What to work on: Looking at the data below, count the lines that contain the string "Dignowity". Write only the total.

The data:

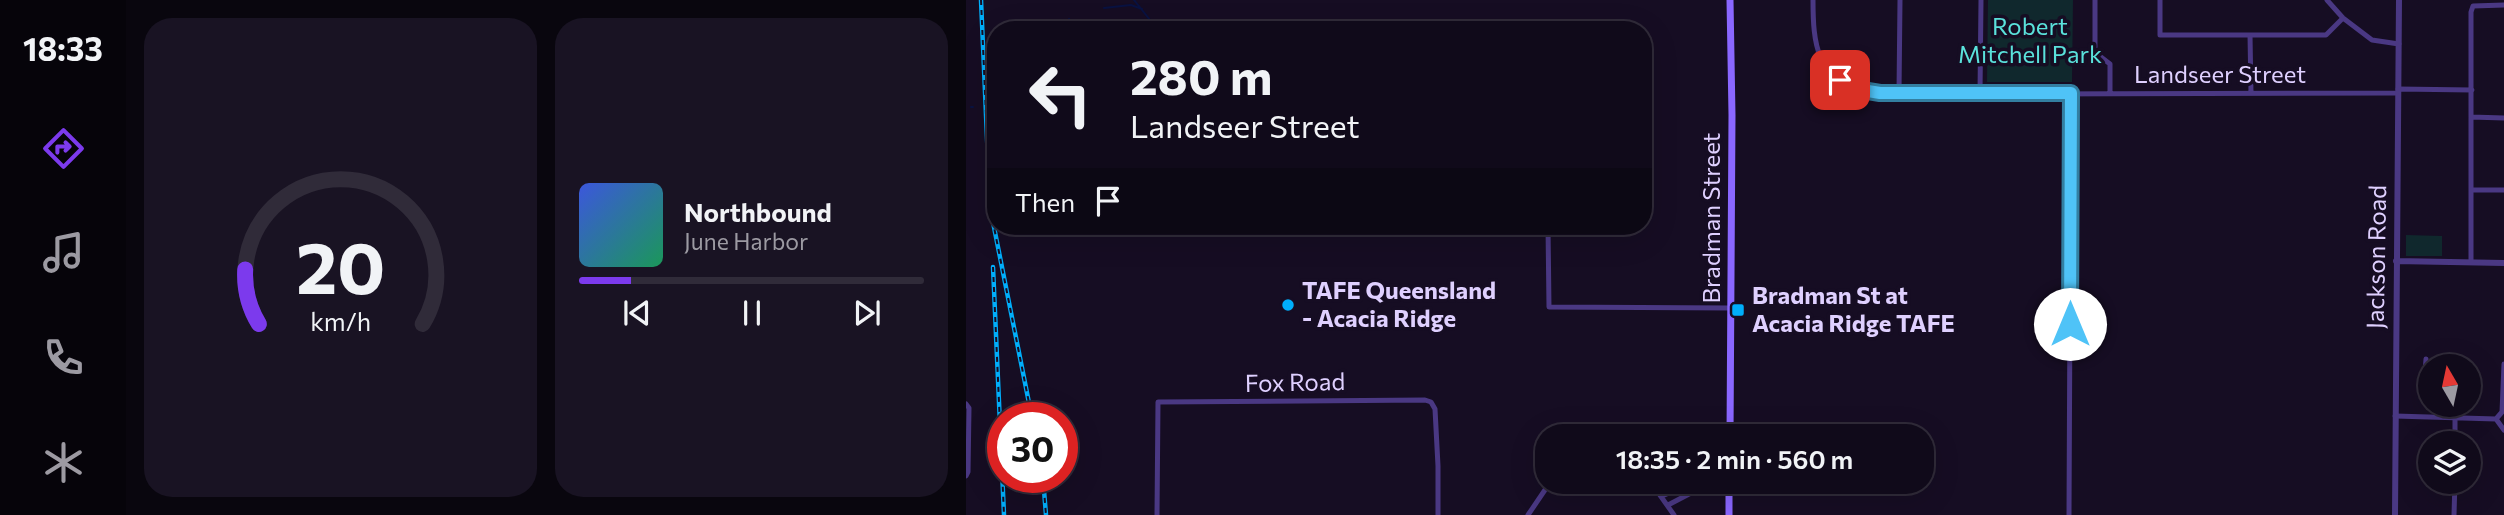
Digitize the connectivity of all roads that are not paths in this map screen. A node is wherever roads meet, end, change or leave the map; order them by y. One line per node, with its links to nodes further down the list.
1 (1730, 0): 28 (main road, Bradman Street)
2 (1813, 0): 16 (street, Landseer Street)
3 (1900, 0): 16 (street)
4 (1981, 0): 17 (street)
5 (2095, 0): 15 (street)
6 (2160, 0): 11 (street)
7 (2327, 0): 10 (street)
8 (2399, 0): 12 (street, Jackson Road)
9 (2504, 5): 13 (street)
10 (2343, 18): 11 (street); 12 (street)
11 (2250, 35): 19 (street)
12 (2399, 44): 14 (street, Jackson Road)
13 (2472, 90): 14 (street, Landseer Street); 20 (street)
14 (2398, 91): 19 (street, Landseer Street); 25 (street, Jackson Road)
15 (2110, 92): 18 (street, Landseer Street); 19 (street, Landseer Street)
16 (1899, 93): 17 (street, Landseer Street)
17 (1980, 93): 18 (street, Landseer Street)
18 (2071, 93): 51 (street)
19 (2251, 93)
20 (2471, 117): 21 (street); 22 (street)
21 (2504, 118)
22 (2472, 190): 23 (street); 26 (street)
23 (2504, 190)
24 (1548, 235): 28 (street)
25 (2396, 261): 26 (street); 31 (street, Jackson Road)
26 (2471, 262): 27 (street)
27 (2504, 262)
28 (1731, 308): 35 (main road, Bradman Street)
29 (2504, 364): 34 (street)
30 (967, 404): 38 (street)
31 (2395, 416): 32 (street); 52 (street, Jackson Road)
32 (2418, 416)
33 (2455, 417): 34 (street); 37 (street)
34 (2496, 419): 36 (street)
35 (1730, 424)
36 (2504, 430)
37 (2455, 431)
38 (967, 476)
39 (1542, 494): 48 (street)
40 (1667, 494): 44 (street)
41 (1690, 494): 45 (street)
42 (1729, 494): 50 (main road)
43 (2455, 494): 53 (street)
44 (1662, 496): 45 (street)
45 (1668, 505): 49 (street)
46 (1157, 515): 47 (street, Fox Road)
47 (1438, 515)
48 (1528, 515)
49 (1674, 515)
50 (1729, 515)
51 (2068, 515)
52 (2395, 515)
53 (2454, 515)

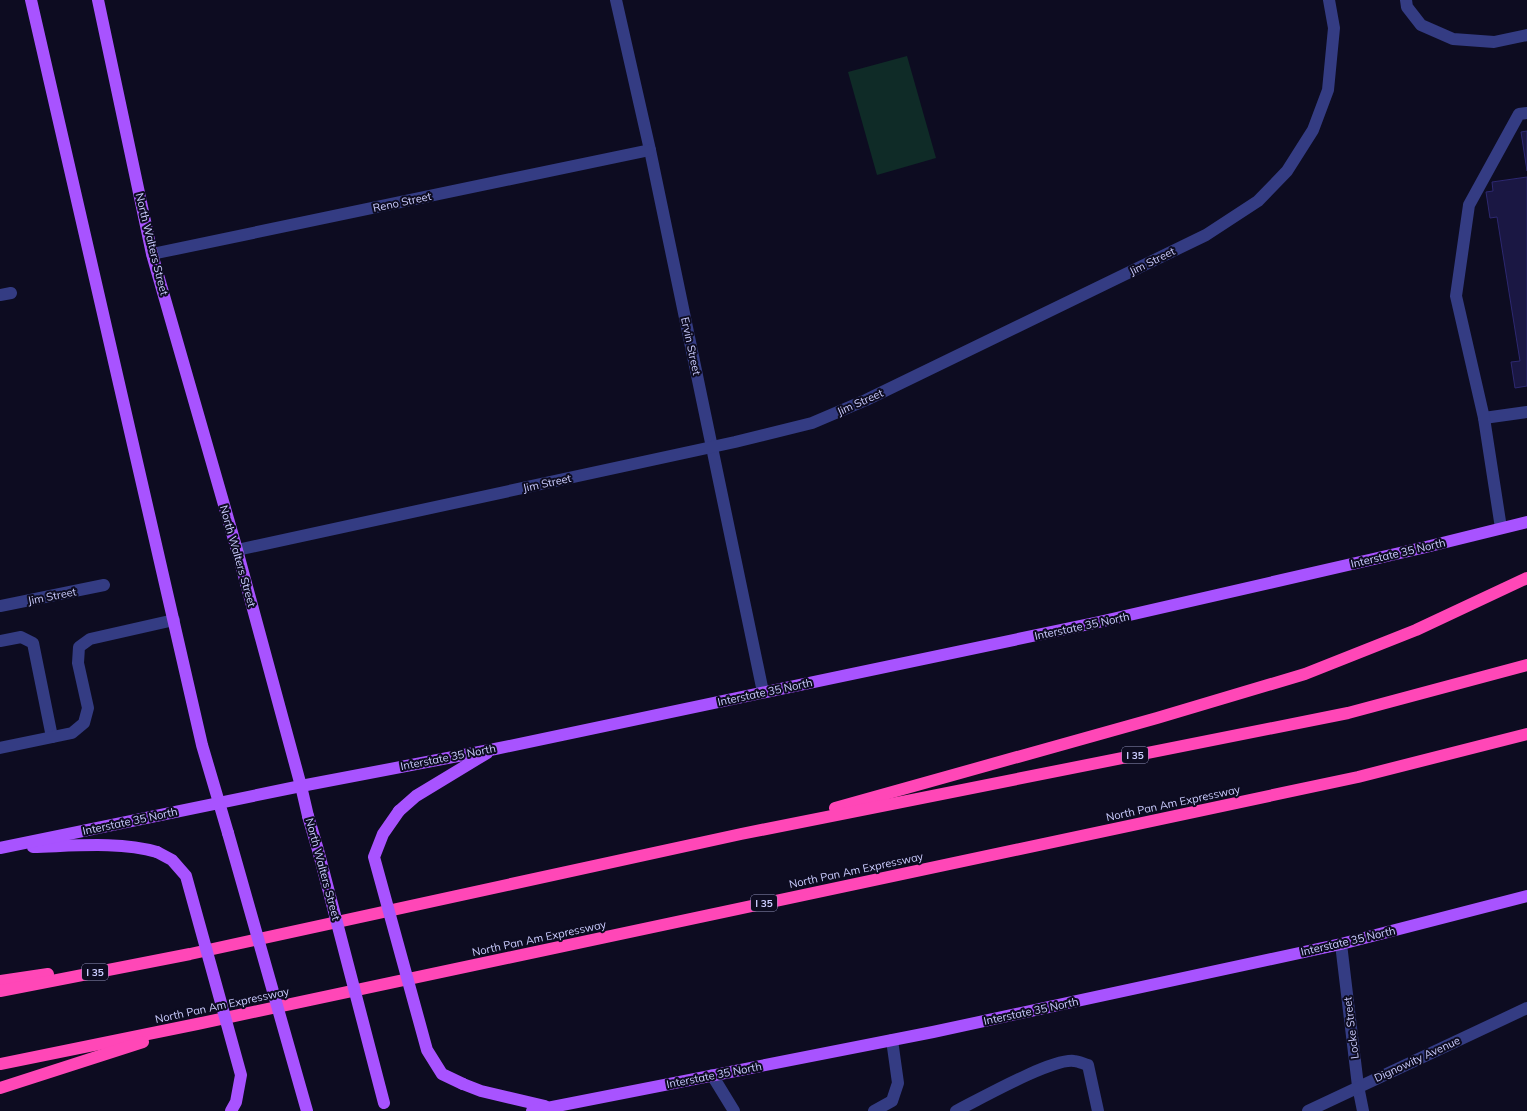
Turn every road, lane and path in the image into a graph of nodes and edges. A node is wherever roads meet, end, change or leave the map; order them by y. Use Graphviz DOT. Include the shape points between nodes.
graph roads {
  1 [pos="31,0"];
  2 [pos="98,0"];
  3 [pos="616,0"];
  4 [pos="1329,0"];
  5 [pos="1406,0"];
  6 [pos="1527,34"];
  7 [pos="1527,113"];
  8 [pos="650,150"];
  9 [pos="152,254"];
  10 [pos="1527,412"];
  11 [pos="1484,418"];
  12 [pos="712,447"];
  13 [pos="1527,522"];
  14 [pos="1501,528"];
  15 [pos="237,550"];
  16 [pos="1527,578"];
  17 [pos="104,585"];
  18 [pos="0,606"];
  19 [pos="174,620"];
  20 [pos="0,641"];
  21 [pos="1527,665"];
  22 [pos="763,692"];
  23 [pos="1527,734"];
  24 [pos="52,738"];
  25 [pos="0,748"];
  26 [pos="495,749"];
  27 [pos="301,786"];
  28 [pos="219,803"];
  29 [pos="741,834"];
  30 [pos="2,847"];
  31 [pos="1527,896"];
  32 [pos="1341,944"];
  33 [pos="190,954"];
  34 [pos="0,981"];
  35 [pos="0,991"];
  36 [pos="1527,1008"];
  37 [pos="197,1024"];
  38 [pos="892,1040"];
  39 [pos="0,1064"];
  40 [pos="712,1075"];
  41 [pos="1358,1086"];
  42 [pos="0,1088"];
  43 [pos="895,1106"];
  44 [pos="385,1107"];
  45 [pos="550,1107"];
  46 [pos="231,1111"];
  47 [pos="307,1111"];
  48 [pos="532,1111"];
  49 [pos="734,1111"];
  50 [pos="874,1111"];
  51 [pos="956,1111"];
  52 [pos="1098,1111"];
  53 [pos="1308,1111"];
  54 [pos="1363,1111"];
  1 -- 19 [label="main road"];
  2 -- 9 [label="main road, North Walters Street"];
  3 -- 8 [label="street, Ervin Street"];
  4 -- 12 [label="street, Jim Street" via="1334,28 1328,90 1313,130 1287,171 1258,201 1206,235 866,400 812,423"];
  5 -- 6 [label="street" via="1407,7 1421,25 1453,39 1494,42"];
  7 -- 11 [label="street" via="1519,114 1469,205 1456,296"];
  8 -- 9 [label="street, Reno Street"];
  8 -- 12 [label="street, Ervin Street"];
  9 -- 15 [label="main road, North Walters Street"];
  10 -- 11 [label="street"];
  11 -- 14 [label="street"];
  12 -- 15 [label="street, Jim Street"];
  12 -- 22 [label="street, Ervin Street"];
  13 -- 14 [label="main road, Interstate 35 North"];
  14 -- 22 [label="main road, Interstate 35 North" via="1099,622"];
  15 -- 27 [label="main road, North Walters Street"];
  16 -- 29 [label="highway" via="1416,630 1305,674"];
  17 -- 18 [label="street, Jim Street"];
  19 -- 24 [label="street" via="90,639 79,647 78,663 88,708 84,723 72,733"];
  19 -- 28 [label="main road" via="202,745"];
  20 -- 24 [label="street" via="21,637 33,643"];
  21 -- 29 [label="highway, I 35" via="1348,713"];
  22 -- 26 [label="main road, Interstate 35 North"];
  23 -- 37 [label="highway, North Pan Am Expressway / I 35" via="1358,777"];
  24 -- 25 [label="street"];
  26 -- 27 [label="main road, Interstate 35 North"];
  26 -- 45 [label="main road, bridge" via="416,796 399,811 383,834 374,857 427,1050 442,1074 481,1091"];
  27 -- 28 [label="main road, Interstate 35 North"];
  27 -- 44 [label="main road, North Walters Street, bridge"];
  28 -- 30 [label="main road, Interstate 35 North"];
  28 -- 47 [label="main road, bridge"];
  29 -- 33 [label="highway, I 35"];
  30 -- 46 [label="main road, bridge" via="142,847 172,860 186,876 241,1075 236,1102"];
  31 -- 32 [label="main road, Interstate 35 North"];
  32 -- 38 [label="main road, Interstate 35 North"];
  32 -- 41 [label="street, Locke Street"];
  33 -- 34 [label="highway"];
  33 -- 35 [label="highway, I 35"];
  36 -- 41 [label="street, Dignowity Avenue"];
  37 -- 39 [label="highway, North Pan Am Expressway / I 35"];
  37 -- 42 [label="highway"];
  38 -- 40 [label="main road, Interstate 35 North"];
  38 -- 43 [label="street" via="898,1083"];
  40 -- 45 [label="main road, Interstate 35 North"];
  40 -- 49 [label="street"];
  41 -- 53 [label="street, Dignowity Avenue"];
  41 -- 54 [label="street, Locke Street"];
  43 -- 50 [label="street"];
  45 -- 48 [label="main road, Interstate 35 North"];
  51 -- 52 [label="street" via="1060,1062 1073,1061 1088,1065"];
}
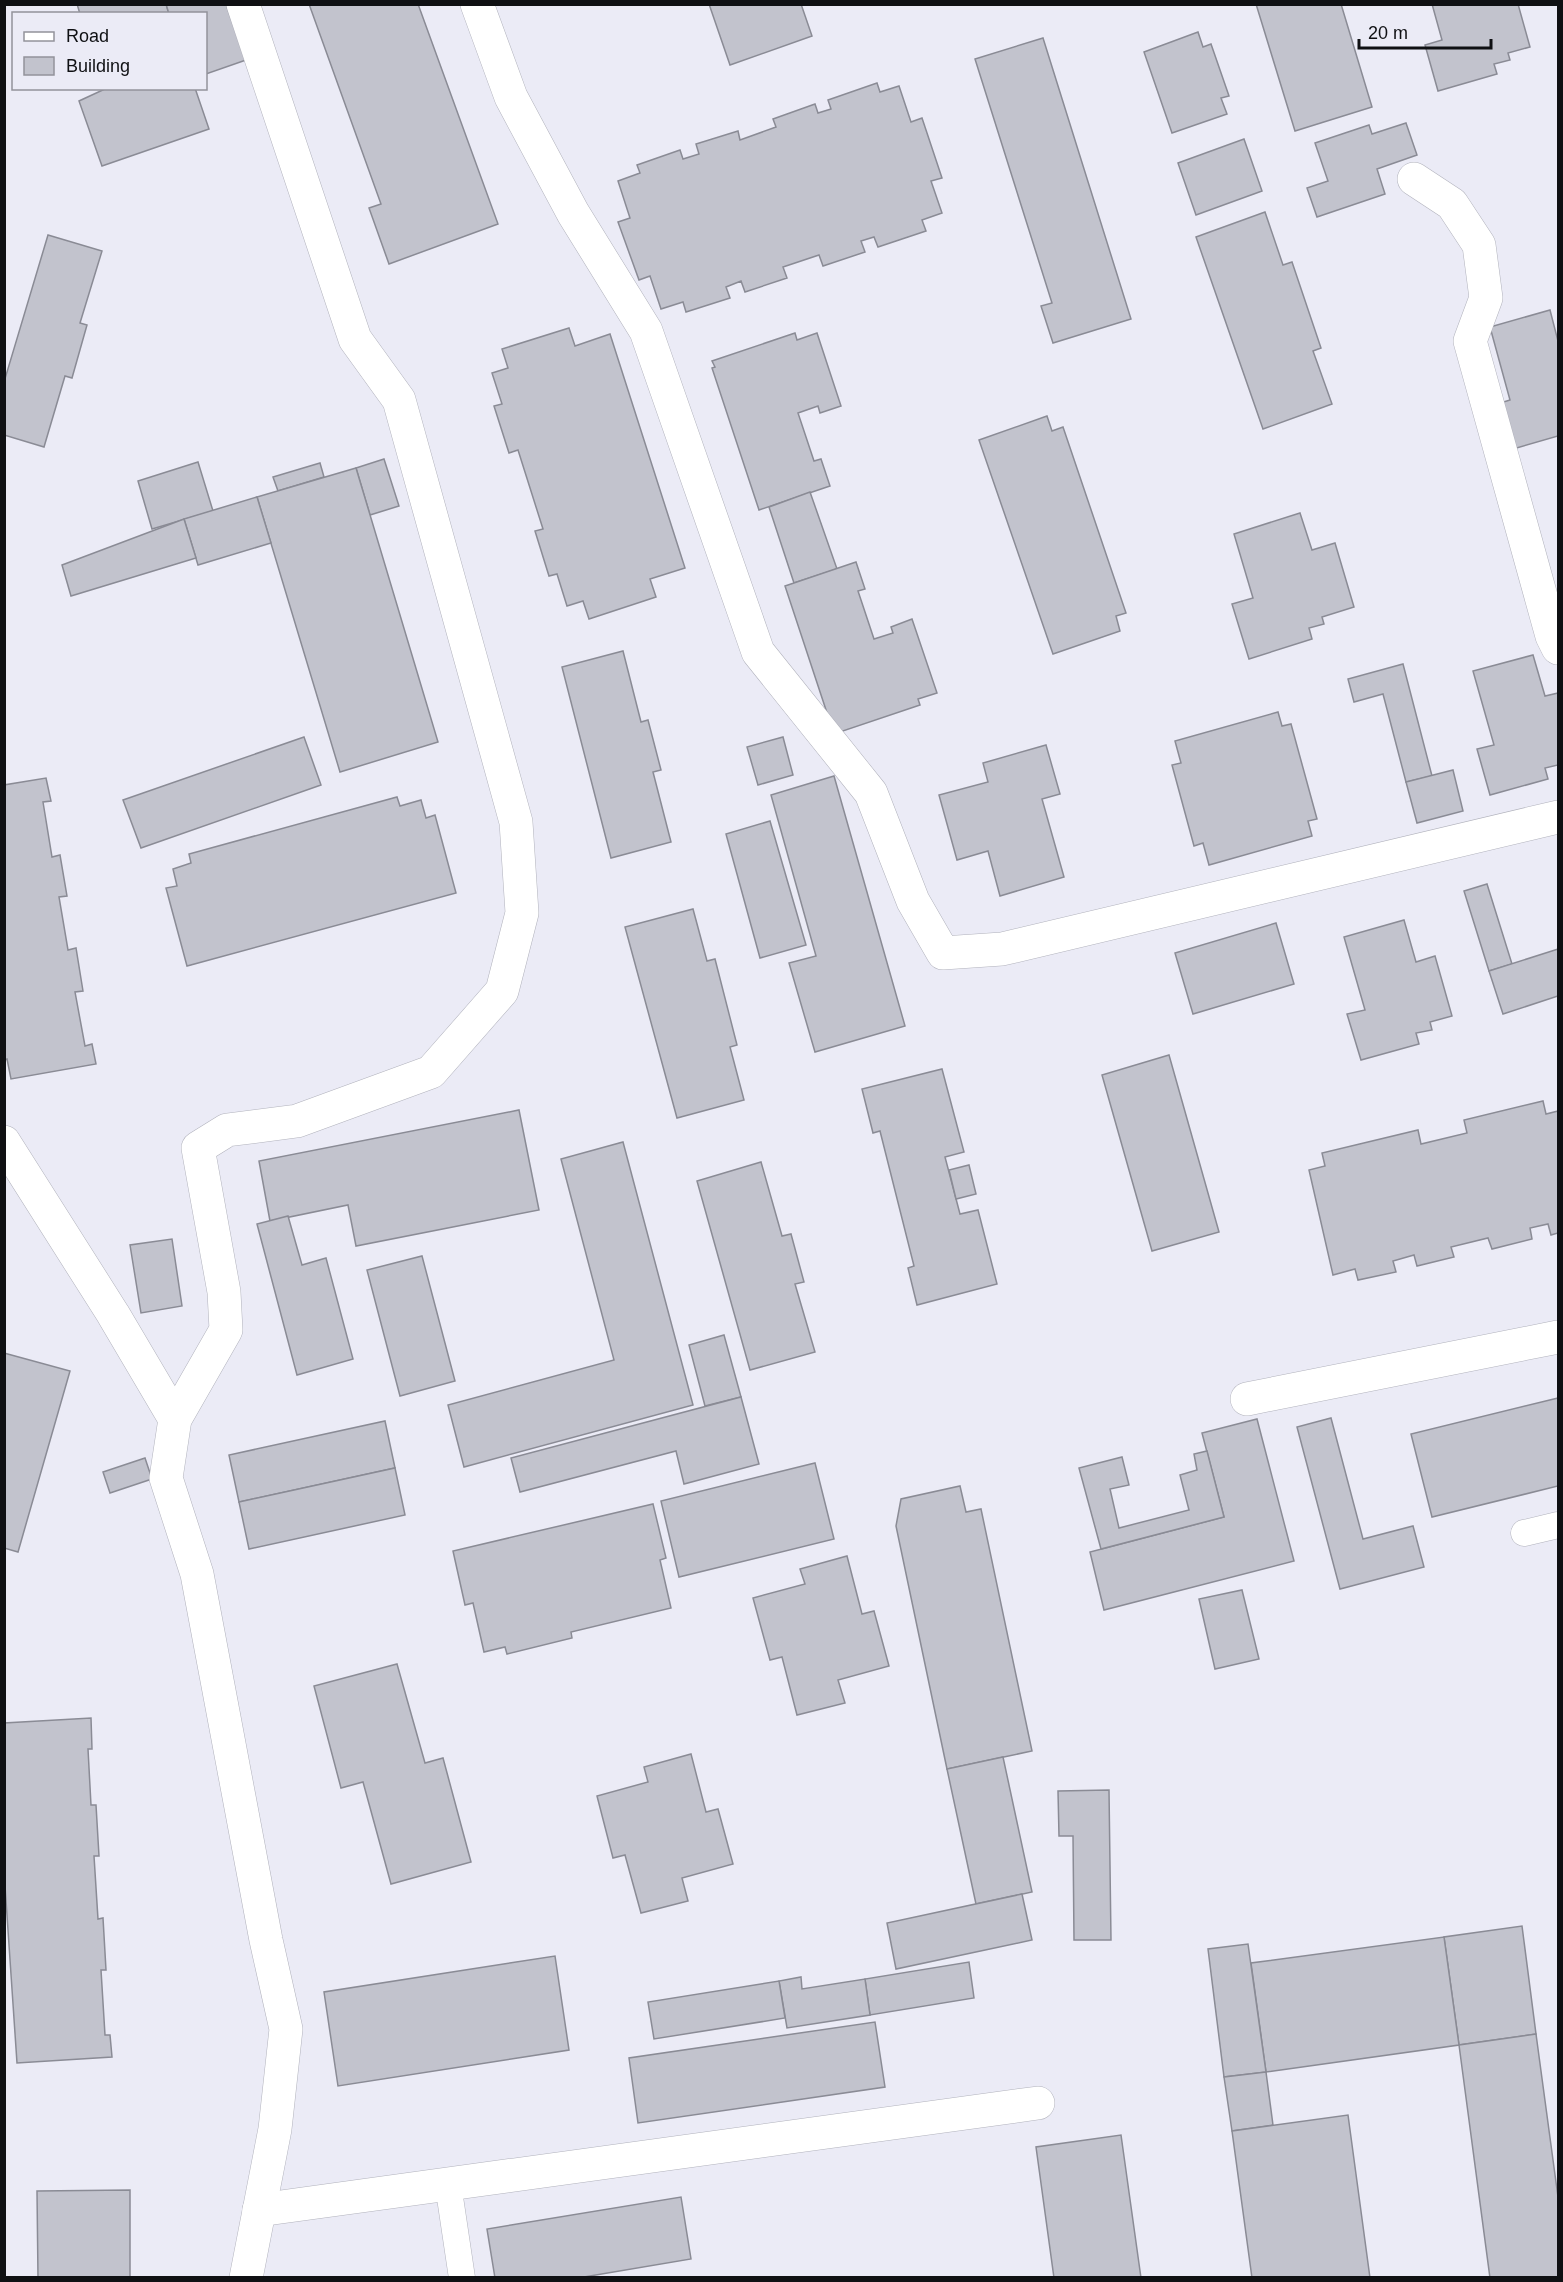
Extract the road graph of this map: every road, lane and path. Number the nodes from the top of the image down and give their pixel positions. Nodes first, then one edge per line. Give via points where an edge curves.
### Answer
1 (243, 4) edge
2 (477, 4) edge
3 (1414, 178) dead end
4 (1558, 648) edge
5 (1558, 817) edge
6 (4, 1142) edge
7 (1558, 1338) edge
8 (1247, 1399) dead end
9 (175, 1419) junction
10 (1558, 1525) edge
11 (1524, 1533) dead end
12 (1038, 2103) dead end
13 (448, 2184) junction
14 (260, 2210) junction
15 (246, 2277) edge
16 (462, 2277) edge

1 - 9 street via 355,339 399,400 516,822 522,913 502,991 431,1072 297,1121 227,1130 198,1148 224,1292 226,1330
2 - 5 street via 511,98 573,213 646,330 758,652 871,793 913,901 943,953 1002,949
3 - 4 street via 1452,204 1479,245 1486,298 1470,341
6 - 9 street
7 - 8 street
9 - 14 street via 166,1478 197,1574 286,2029 275,2129
10 - 11 lane
12 - 13 street
13 - 14 street
13 - 16 lane
14 - 15 street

Worked solution: 2